▶ _Task instructions_: Whenever a line below mentions the word "Toraskar", that line should be copied.

Stored data:
####################

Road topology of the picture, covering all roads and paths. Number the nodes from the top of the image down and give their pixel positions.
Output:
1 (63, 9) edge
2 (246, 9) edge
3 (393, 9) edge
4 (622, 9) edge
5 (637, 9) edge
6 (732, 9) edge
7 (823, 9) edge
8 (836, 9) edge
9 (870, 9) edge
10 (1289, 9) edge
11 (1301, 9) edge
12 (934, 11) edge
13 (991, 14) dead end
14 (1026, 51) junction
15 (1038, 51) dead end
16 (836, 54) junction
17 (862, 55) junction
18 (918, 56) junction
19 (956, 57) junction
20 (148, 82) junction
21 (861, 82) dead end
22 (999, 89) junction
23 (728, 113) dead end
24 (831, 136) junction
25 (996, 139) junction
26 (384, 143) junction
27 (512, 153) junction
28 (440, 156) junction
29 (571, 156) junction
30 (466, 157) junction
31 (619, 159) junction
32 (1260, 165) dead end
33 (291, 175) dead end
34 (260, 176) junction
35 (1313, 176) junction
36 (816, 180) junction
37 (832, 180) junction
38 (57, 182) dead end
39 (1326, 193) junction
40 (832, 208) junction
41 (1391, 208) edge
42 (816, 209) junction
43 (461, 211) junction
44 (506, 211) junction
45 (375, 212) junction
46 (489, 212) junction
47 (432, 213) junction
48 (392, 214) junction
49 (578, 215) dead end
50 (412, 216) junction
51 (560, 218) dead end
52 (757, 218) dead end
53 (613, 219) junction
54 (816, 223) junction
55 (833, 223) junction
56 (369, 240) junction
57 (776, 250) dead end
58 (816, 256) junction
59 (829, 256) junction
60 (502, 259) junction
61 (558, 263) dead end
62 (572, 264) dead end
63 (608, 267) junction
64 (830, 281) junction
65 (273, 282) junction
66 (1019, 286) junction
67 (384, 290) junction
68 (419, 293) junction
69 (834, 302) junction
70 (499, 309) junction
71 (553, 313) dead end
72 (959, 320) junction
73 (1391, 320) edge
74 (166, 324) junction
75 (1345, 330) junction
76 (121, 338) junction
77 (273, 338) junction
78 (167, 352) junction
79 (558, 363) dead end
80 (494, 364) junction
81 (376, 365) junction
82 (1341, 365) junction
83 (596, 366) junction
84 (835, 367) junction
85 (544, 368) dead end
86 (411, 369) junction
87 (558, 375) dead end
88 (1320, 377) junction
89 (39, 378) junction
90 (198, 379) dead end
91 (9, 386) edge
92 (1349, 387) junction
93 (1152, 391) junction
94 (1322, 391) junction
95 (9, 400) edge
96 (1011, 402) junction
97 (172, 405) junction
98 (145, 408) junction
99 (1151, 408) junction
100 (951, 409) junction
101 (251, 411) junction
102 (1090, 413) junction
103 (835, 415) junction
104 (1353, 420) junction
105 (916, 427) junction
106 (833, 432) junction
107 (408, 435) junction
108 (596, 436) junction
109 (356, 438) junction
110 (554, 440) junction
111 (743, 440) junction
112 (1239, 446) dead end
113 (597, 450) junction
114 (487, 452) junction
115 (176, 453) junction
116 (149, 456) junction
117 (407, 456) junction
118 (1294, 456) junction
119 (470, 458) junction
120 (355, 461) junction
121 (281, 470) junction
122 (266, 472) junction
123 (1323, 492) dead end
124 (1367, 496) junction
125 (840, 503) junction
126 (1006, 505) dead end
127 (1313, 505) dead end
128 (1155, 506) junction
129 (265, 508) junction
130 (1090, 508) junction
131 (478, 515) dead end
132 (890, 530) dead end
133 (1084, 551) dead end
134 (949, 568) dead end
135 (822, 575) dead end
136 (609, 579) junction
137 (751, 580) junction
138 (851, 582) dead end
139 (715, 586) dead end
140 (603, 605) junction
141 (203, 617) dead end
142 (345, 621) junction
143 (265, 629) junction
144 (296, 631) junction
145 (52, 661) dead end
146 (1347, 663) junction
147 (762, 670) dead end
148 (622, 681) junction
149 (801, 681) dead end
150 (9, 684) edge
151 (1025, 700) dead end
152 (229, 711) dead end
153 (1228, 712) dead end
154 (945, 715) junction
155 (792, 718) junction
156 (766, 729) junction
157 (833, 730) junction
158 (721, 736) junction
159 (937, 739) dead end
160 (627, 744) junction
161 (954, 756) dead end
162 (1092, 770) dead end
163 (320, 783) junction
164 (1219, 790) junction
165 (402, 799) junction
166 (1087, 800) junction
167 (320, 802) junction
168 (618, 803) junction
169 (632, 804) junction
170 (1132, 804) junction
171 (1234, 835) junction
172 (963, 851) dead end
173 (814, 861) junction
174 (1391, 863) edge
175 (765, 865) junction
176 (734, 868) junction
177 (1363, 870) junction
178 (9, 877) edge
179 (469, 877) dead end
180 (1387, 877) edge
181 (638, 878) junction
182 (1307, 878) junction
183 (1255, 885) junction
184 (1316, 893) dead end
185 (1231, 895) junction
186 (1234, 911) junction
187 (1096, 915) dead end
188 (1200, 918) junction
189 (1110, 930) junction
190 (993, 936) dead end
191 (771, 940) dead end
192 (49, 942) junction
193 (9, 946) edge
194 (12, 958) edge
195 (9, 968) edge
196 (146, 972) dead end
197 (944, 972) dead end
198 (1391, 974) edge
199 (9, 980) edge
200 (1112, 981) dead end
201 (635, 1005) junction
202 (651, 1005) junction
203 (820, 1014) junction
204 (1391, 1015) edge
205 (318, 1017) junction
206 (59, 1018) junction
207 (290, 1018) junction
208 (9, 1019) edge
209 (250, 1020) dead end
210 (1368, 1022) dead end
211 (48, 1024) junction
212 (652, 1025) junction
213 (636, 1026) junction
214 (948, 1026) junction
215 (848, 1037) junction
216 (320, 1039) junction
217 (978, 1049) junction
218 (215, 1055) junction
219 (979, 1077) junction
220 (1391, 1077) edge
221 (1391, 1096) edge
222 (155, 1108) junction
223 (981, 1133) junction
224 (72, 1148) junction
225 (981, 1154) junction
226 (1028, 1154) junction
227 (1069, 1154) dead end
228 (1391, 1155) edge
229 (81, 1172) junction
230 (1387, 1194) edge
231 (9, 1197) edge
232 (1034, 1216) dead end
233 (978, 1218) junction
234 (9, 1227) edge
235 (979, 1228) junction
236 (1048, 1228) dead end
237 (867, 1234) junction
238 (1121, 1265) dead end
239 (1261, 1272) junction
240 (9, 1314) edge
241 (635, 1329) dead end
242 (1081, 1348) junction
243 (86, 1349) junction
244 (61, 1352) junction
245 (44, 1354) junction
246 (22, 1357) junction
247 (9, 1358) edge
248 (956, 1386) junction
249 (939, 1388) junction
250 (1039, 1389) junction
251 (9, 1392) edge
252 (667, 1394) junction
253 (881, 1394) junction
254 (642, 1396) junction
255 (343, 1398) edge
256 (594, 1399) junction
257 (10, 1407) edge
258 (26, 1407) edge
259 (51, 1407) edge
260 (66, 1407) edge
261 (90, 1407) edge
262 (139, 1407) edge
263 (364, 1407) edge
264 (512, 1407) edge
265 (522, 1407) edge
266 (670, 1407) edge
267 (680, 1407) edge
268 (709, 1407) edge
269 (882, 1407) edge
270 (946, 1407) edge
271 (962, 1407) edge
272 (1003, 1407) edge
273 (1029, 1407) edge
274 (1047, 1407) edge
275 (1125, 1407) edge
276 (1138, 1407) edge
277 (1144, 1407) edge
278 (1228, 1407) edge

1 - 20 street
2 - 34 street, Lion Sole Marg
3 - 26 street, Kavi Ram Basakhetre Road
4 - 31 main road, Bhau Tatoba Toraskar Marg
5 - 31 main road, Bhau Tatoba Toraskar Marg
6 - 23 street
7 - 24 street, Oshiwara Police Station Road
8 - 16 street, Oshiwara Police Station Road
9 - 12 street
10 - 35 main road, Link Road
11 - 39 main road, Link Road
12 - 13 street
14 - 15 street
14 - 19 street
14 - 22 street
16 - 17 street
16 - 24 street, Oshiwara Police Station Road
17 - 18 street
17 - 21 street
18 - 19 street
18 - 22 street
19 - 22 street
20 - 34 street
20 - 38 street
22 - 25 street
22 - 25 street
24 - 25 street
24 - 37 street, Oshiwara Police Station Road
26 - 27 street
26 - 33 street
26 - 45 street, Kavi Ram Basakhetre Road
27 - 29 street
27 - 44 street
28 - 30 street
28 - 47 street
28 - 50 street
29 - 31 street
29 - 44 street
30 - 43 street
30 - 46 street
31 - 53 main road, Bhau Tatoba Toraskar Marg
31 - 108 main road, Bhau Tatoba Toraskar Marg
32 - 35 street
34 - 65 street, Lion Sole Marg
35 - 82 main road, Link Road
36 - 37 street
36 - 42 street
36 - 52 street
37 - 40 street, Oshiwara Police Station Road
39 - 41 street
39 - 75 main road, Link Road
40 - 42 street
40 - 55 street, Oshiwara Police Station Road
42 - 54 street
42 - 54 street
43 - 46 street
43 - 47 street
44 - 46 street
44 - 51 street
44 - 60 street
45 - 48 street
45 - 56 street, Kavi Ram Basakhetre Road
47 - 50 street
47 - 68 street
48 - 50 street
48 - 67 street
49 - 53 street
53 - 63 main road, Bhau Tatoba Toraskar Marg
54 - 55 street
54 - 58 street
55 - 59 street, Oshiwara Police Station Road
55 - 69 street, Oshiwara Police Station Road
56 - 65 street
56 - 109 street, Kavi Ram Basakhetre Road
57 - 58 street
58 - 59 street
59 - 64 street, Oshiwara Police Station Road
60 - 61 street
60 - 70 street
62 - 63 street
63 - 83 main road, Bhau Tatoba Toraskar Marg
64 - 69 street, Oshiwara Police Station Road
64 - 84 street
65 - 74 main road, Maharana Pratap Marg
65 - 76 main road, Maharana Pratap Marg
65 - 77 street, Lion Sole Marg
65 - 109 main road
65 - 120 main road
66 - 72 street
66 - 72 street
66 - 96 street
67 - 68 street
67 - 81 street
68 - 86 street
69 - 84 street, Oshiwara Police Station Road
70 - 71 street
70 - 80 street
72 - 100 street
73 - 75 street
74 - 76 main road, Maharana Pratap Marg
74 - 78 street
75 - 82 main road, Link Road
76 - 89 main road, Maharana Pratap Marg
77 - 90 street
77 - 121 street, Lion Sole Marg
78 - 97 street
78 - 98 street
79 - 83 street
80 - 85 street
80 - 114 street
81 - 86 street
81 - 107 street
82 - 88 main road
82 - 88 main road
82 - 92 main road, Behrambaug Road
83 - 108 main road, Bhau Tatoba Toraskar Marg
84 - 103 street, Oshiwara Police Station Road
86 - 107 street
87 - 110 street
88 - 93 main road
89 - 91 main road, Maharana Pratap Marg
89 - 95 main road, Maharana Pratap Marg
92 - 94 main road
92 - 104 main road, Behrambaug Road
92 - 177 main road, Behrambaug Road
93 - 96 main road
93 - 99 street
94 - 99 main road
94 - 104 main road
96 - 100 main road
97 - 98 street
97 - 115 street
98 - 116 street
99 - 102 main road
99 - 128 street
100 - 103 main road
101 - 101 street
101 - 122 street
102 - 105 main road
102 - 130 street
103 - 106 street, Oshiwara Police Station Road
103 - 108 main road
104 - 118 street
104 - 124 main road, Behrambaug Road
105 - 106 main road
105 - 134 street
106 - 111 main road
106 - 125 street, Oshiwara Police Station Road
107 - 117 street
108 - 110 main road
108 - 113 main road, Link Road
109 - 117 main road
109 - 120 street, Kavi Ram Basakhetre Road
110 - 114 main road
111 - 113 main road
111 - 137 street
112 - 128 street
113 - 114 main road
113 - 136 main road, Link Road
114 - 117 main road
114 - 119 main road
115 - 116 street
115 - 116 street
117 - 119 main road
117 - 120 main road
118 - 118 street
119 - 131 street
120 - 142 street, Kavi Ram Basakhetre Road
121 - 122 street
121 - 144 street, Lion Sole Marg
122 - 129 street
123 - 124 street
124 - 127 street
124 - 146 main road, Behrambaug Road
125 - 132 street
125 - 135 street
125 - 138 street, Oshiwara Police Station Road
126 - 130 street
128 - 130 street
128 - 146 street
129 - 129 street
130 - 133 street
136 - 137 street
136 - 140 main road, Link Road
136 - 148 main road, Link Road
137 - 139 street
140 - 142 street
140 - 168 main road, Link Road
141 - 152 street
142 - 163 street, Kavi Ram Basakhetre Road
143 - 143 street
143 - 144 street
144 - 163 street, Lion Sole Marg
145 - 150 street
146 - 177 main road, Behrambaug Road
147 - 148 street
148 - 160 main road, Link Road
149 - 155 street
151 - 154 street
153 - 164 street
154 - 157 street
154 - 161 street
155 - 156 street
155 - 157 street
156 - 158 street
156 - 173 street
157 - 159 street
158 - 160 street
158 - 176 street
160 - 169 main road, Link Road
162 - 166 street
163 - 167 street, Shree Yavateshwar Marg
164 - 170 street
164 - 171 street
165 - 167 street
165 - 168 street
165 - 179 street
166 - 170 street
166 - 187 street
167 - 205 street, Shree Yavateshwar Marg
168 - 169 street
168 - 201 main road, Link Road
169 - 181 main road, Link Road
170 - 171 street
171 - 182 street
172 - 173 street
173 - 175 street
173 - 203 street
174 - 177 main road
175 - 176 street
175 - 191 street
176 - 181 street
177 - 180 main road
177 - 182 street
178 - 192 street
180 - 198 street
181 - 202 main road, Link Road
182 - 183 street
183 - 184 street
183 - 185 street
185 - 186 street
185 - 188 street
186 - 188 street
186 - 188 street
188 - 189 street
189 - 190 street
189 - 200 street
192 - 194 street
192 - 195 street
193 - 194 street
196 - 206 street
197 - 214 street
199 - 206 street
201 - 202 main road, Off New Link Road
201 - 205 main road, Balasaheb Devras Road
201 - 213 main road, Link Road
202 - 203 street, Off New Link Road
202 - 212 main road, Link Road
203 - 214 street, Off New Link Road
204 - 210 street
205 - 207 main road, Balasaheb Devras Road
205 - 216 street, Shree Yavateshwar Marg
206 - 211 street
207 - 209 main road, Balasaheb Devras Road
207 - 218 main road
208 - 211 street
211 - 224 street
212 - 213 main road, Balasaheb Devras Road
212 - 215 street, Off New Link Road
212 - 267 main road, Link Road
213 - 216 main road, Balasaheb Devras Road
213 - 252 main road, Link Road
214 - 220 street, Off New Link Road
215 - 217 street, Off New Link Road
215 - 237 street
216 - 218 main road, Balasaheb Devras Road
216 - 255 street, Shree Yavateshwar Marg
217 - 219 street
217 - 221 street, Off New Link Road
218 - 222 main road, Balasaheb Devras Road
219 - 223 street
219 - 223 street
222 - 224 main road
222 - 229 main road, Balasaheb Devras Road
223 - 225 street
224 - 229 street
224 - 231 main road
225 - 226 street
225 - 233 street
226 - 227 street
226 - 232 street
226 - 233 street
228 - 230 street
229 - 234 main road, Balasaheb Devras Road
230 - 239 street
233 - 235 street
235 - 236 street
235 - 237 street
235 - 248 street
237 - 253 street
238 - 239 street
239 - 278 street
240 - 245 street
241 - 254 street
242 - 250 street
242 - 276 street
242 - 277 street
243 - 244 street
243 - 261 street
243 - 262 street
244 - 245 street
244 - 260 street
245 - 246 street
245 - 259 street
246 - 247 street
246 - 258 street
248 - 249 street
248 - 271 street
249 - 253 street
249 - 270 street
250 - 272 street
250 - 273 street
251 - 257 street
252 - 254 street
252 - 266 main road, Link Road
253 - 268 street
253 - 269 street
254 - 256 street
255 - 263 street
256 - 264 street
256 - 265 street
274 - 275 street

####################

▶ _Task answer_:
4 - 31 main road, Bhau Tatoba Toraskar Marg
5 - 31 main road, Bhau Tatoba Toraskar Marg
31 - 53 main road, Bhau Tatoba Toraskar Marg
31 - 108 main road, Bhau Tatoba Toraskar Marg
53 - 63 main road, Bhau Tatoba Toraskar Marg
63 - 83 main road, Bhau Tatoba Toraskar Marg
83 - 108 main road, Bhau Tatoba Toraskar Marg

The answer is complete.